» Task details:
Your answer should be the lines of the data below that contain "shape".

» Listed entries:
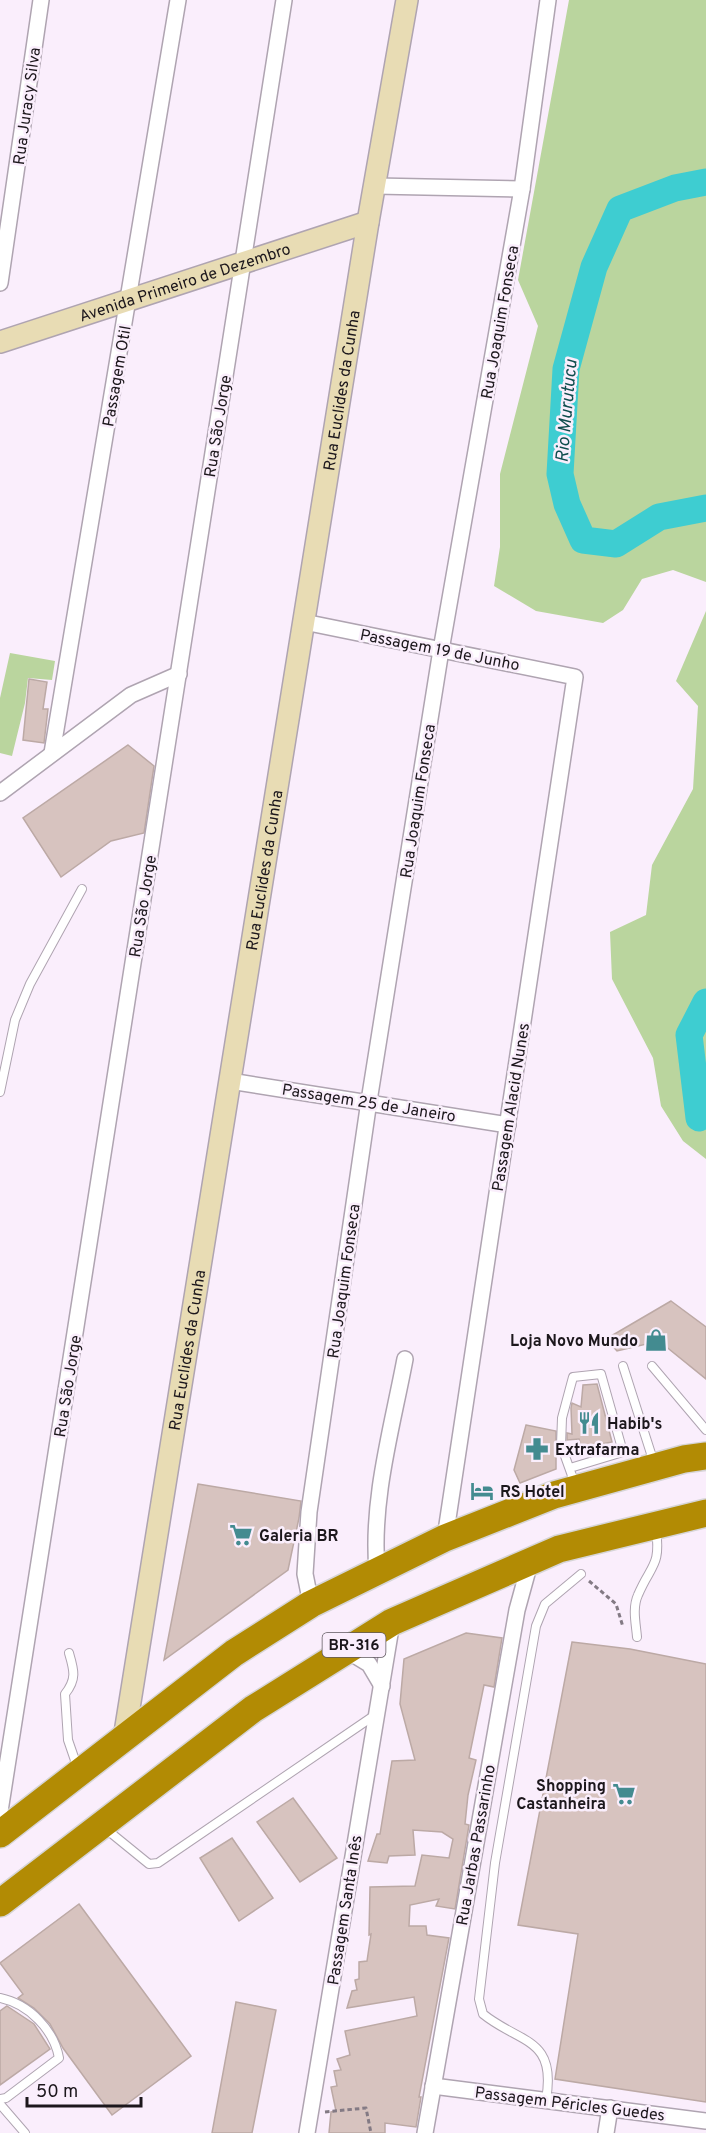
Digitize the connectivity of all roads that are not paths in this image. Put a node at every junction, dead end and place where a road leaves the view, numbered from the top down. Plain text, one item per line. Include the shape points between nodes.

* * *

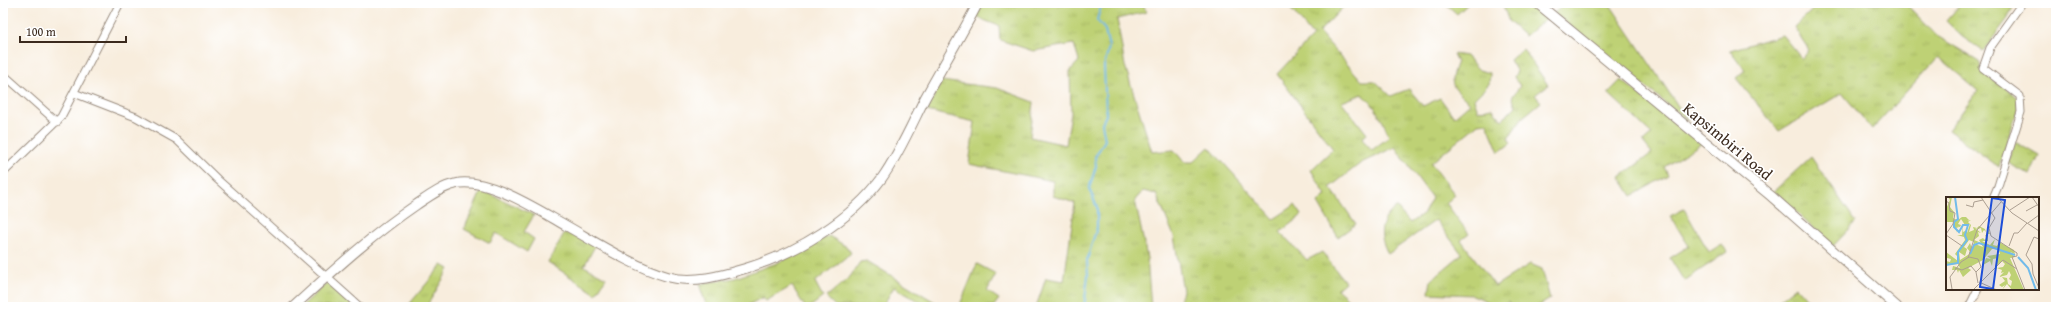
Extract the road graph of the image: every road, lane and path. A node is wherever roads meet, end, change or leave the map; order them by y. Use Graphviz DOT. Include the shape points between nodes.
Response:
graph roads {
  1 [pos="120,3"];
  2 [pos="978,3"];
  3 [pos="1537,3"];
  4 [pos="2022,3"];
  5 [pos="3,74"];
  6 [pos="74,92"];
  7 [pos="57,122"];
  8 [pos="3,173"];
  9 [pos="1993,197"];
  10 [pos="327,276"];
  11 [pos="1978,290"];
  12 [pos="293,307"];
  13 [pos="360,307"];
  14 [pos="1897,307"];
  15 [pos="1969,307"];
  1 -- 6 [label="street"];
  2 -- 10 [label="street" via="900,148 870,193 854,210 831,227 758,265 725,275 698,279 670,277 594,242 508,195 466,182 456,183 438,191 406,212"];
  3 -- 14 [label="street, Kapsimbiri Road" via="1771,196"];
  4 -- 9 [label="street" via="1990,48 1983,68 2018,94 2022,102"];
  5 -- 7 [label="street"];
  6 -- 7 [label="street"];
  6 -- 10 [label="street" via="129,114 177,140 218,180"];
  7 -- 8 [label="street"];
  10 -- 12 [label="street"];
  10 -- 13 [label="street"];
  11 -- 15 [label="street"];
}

» Task result:
Digitize the connectivity of all roads that are not paths in this image. Put a node at every junction, dead end and place where a road leaves the view, numbered from the top down. Plain text, one item per line. Include the shape points between nodes.
Extract the road graph of the image: every road, lane and path. A node is wherever roads meet, end, change or leave the map; order them by y. Use Graphviz DOT. Include the shape points between nodes.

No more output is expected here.